**SUPPLIED INFORMATION:**
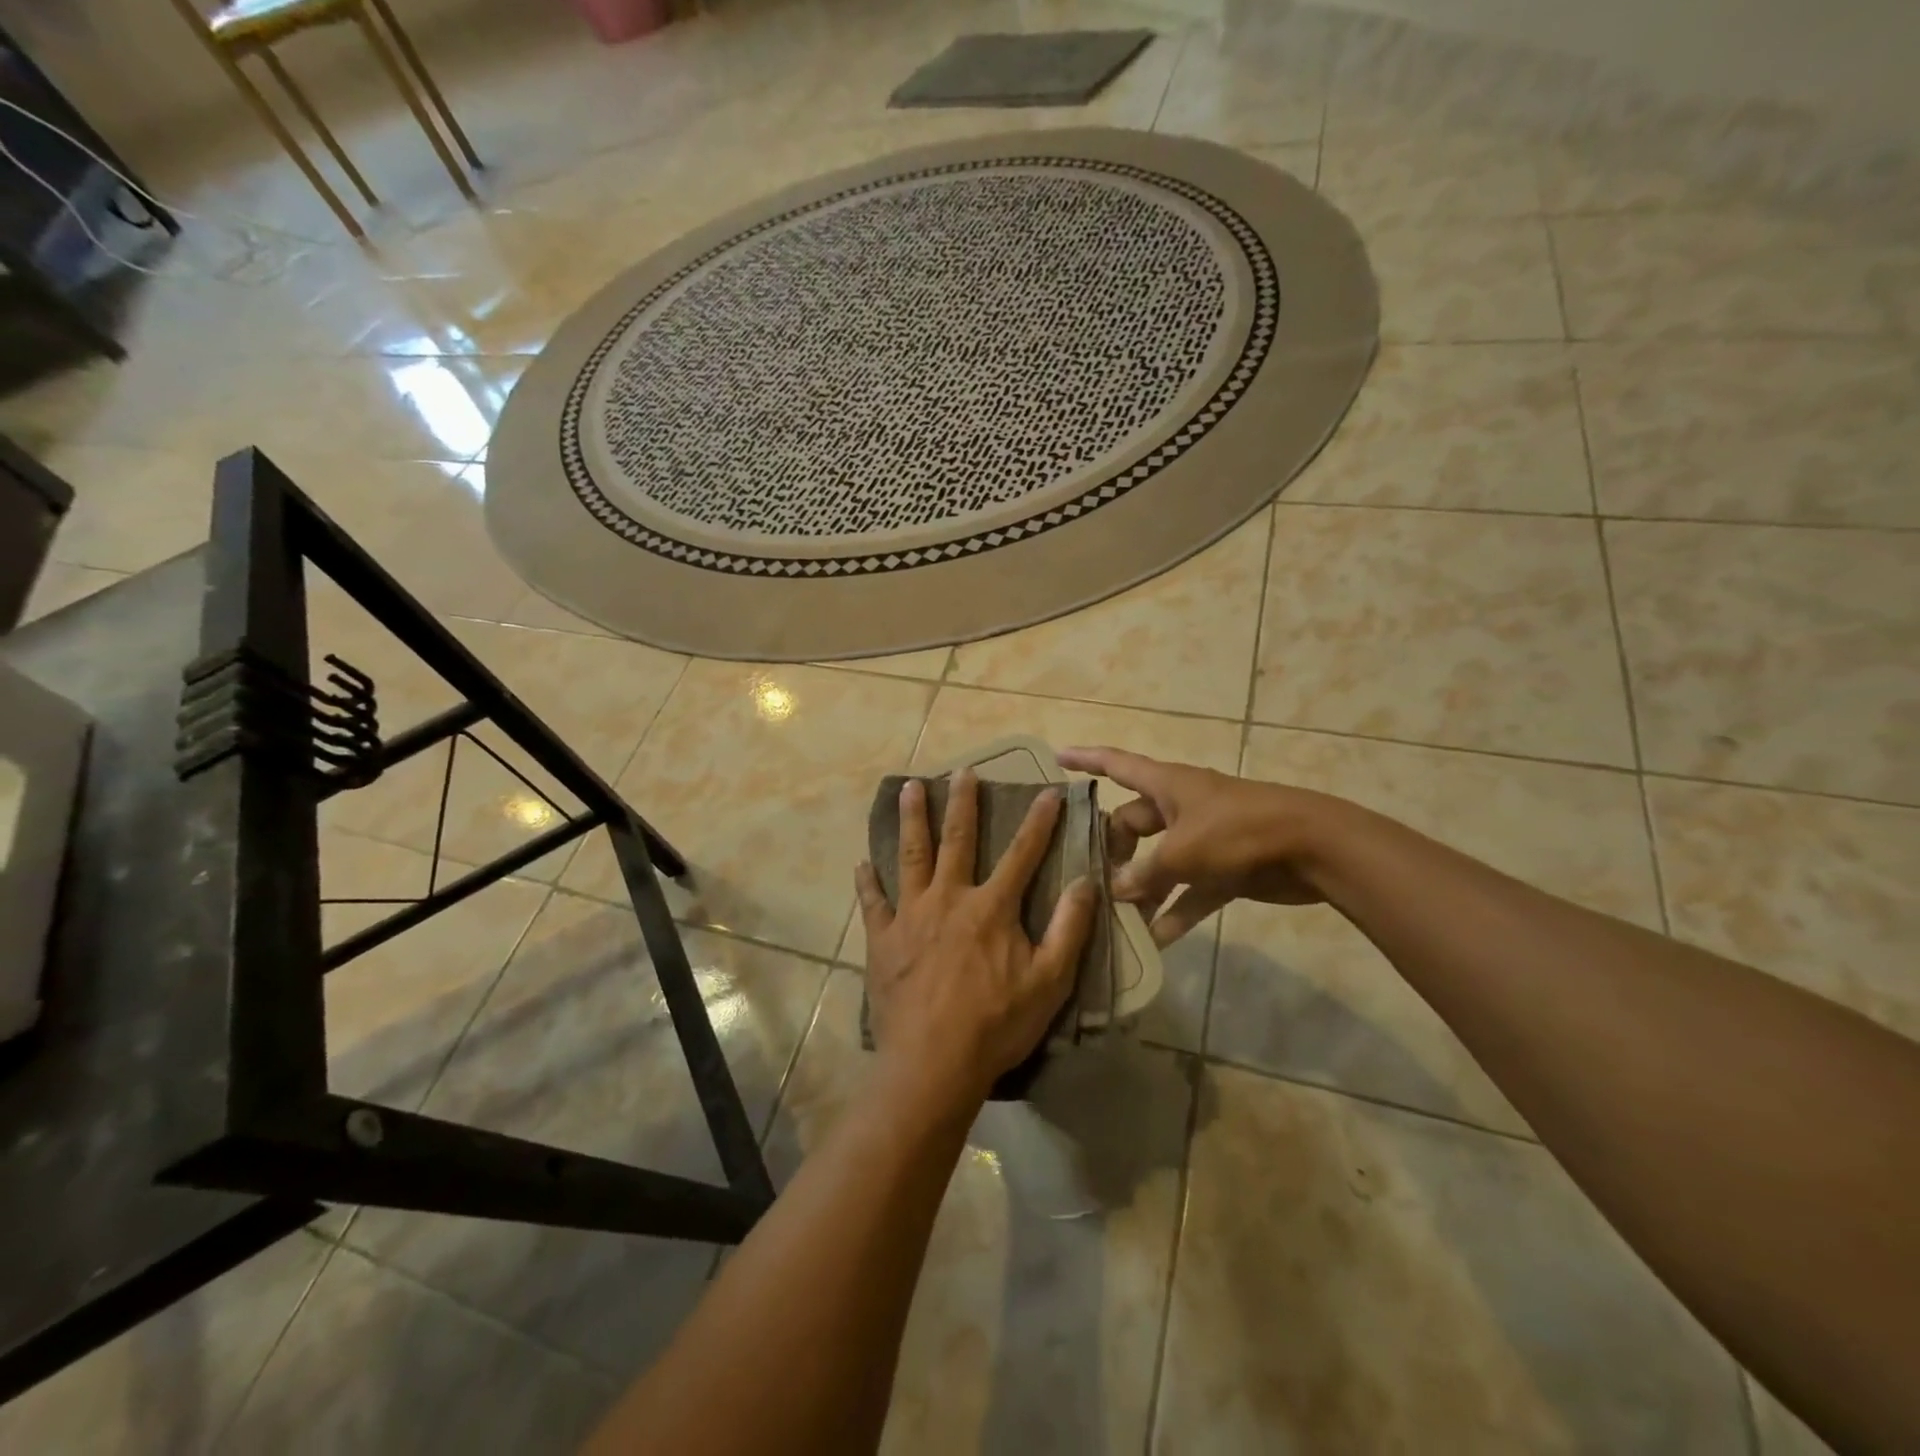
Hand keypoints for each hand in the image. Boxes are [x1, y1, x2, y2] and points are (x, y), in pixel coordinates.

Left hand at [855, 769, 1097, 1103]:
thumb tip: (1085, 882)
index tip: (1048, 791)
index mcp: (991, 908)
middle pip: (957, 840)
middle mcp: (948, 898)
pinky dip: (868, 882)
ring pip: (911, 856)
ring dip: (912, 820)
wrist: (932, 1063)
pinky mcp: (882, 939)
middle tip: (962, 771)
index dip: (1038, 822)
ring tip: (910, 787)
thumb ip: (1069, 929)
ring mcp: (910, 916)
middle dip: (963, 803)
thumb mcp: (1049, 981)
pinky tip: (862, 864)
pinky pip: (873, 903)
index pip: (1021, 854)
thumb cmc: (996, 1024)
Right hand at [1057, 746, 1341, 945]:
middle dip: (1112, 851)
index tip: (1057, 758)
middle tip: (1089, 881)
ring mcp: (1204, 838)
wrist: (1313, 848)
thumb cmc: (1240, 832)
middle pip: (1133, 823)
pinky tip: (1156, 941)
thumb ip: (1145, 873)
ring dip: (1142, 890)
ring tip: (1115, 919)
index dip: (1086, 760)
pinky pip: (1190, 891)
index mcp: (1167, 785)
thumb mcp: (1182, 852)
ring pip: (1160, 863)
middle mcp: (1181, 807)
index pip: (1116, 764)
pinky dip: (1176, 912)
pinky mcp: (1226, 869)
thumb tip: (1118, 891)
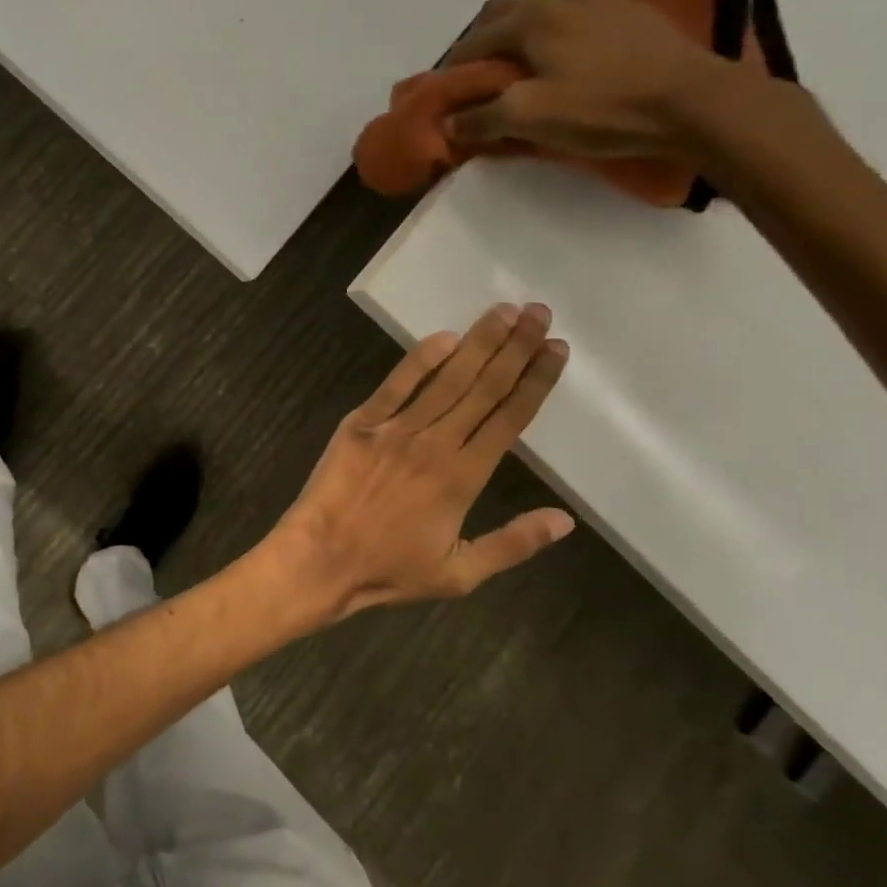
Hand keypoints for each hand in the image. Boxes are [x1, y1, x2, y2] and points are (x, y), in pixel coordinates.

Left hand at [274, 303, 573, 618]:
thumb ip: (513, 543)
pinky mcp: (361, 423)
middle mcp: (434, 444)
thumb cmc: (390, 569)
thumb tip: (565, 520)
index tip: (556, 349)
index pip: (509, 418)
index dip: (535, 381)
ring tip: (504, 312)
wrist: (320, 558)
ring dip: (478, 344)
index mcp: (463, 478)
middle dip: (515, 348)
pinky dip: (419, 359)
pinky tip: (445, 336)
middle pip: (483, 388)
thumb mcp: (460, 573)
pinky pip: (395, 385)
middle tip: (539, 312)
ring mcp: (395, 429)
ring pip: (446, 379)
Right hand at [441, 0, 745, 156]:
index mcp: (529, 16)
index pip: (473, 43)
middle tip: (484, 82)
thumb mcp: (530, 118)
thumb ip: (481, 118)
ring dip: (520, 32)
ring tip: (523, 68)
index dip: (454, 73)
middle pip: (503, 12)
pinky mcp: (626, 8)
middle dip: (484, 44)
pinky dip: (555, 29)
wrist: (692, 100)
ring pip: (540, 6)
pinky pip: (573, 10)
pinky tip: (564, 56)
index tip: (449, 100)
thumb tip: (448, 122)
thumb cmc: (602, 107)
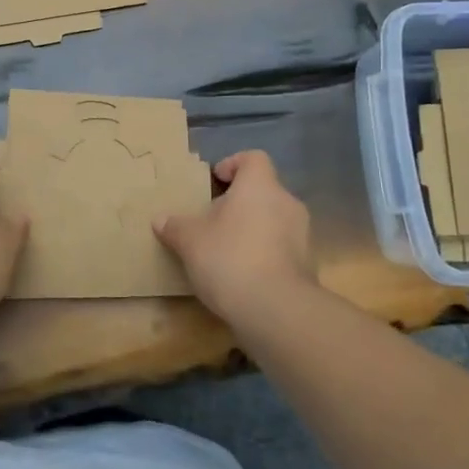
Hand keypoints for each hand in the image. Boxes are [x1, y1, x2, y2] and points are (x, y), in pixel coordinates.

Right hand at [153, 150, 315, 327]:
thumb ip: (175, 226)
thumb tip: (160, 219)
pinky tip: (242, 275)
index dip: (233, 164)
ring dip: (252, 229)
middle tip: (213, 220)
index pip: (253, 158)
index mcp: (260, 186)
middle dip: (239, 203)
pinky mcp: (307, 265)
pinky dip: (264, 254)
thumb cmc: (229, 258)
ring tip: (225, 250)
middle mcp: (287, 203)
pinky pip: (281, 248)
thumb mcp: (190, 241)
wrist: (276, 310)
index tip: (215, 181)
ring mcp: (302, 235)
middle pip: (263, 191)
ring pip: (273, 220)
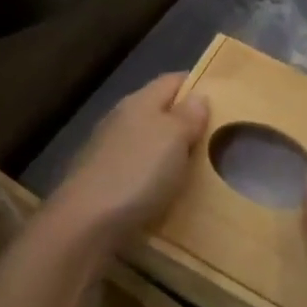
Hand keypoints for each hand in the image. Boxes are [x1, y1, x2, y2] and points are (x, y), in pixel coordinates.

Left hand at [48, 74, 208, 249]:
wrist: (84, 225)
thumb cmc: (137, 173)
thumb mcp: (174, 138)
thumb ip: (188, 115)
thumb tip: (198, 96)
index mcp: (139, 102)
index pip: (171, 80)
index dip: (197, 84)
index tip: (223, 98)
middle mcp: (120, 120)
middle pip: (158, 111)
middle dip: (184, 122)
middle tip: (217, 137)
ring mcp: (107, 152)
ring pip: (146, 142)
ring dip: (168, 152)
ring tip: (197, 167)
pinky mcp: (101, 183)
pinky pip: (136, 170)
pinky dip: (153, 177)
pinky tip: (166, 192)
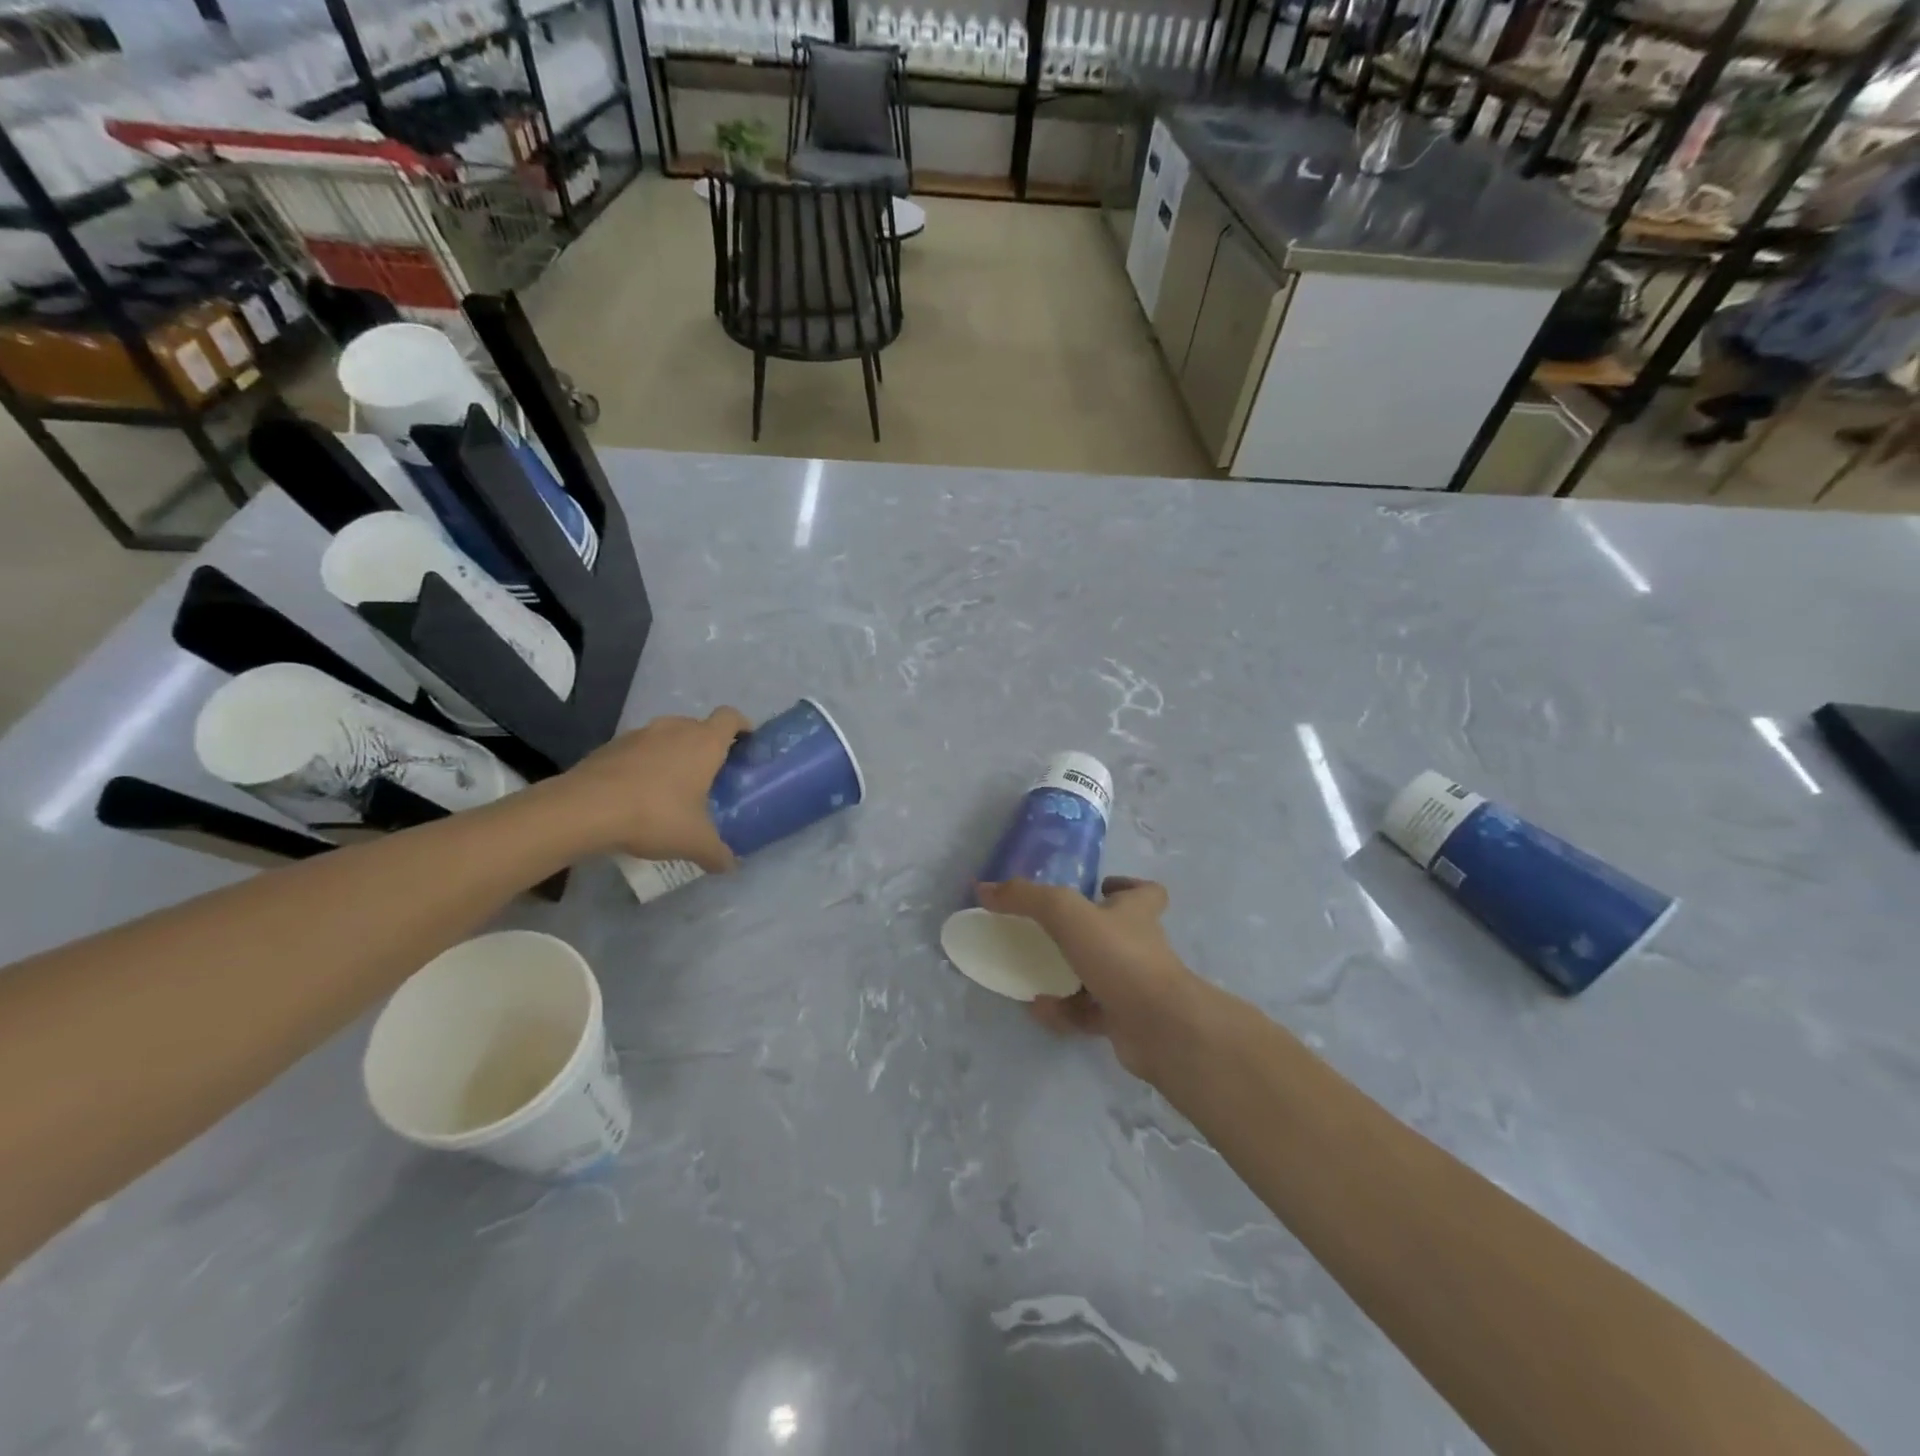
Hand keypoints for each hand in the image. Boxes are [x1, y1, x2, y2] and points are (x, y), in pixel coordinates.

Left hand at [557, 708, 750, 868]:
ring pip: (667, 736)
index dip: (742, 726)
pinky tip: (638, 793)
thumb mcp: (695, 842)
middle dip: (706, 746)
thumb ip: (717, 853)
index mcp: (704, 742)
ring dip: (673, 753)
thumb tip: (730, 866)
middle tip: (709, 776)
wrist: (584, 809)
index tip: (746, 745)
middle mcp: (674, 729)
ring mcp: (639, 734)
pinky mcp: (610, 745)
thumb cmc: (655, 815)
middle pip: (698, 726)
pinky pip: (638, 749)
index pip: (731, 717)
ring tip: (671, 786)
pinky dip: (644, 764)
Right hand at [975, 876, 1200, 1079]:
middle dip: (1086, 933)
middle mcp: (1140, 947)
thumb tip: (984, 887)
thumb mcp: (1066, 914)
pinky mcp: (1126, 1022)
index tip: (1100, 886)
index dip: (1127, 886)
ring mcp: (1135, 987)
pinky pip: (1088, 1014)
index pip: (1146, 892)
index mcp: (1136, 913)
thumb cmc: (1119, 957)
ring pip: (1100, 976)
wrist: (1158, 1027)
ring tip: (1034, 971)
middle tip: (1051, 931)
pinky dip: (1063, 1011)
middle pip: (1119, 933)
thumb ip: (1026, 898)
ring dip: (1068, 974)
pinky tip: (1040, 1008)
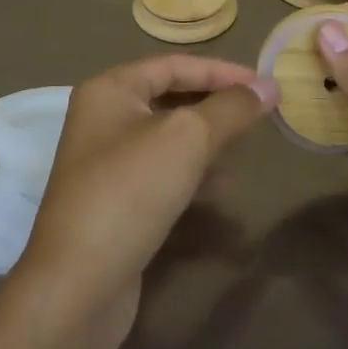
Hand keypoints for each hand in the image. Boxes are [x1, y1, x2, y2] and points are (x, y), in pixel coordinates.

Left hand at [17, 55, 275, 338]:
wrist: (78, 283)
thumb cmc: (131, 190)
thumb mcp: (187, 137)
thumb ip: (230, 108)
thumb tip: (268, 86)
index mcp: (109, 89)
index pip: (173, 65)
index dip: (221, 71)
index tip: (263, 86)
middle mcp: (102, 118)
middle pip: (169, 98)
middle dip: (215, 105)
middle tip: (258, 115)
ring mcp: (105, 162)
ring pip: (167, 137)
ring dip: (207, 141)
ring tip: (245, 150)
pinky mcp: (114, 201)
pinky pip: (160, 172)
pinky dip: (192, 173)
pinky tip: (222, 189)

**YOUR ASSIGNMENT:** Output only the lines above from the line that holds "ring mcp: (910, 916)" through the line that holds "ring dip: (478, 344)", both ends included, and exclude pictures.

**WORKED SOLUTION:**
ring mcp: (910, 916)
middle dip: (963, 803)
thumb mcp: (1049, 981)
pinky tip: (862, 864)
pinky pip: (873, 903)
index pip: (1021, 854)
thumb cmc: (996, 1024)
Right hand at [1057, 746, 1341, 945]:
middle dip: (1112, 851)
index tip: (1057, 758)
middle tip: (1089, 881)
ring mcp: (1204, 838)
wrist: (1313, 848)
thumb cmc: (1240, 832)
middle pip: (1133, 823)
pinky tip: (1156, 941)
thumb ip: (1145, 873)
ring dip: (1142, 890)
ring tip: (1115, 919)
index dip: (1086, 760)
pinky pip: (1190, 891)
index mcp: (1167, 785)
thumb mcp: (1182, 852)
ring pip: (1160, 863)
middle mcp: (1181, 807)
index pip: (1116, 764)
pinky dip: (1176, 912)
pinky mcp: (1226, 869)
thumb tip: (1118, 891)
Hand keypoints for each hand in the image. Boxes are [x1, y1, x2, y2] and points are (x, y), in pixel coordinates.

Left hand at [274, 303, 573, 618]:
thumb ip: (513, 543)
pinky mcp: (361, 423)
middle mcp: (434, 444)
thumb cmc: (390, 569)
thumb tip: (565, 520)
index tip: (556, 349)
index pip: (509, 418)
index dip: (535, 381)
ring tip: (504, 312)
wrist: (320, 558)
ring dip: (478, 344)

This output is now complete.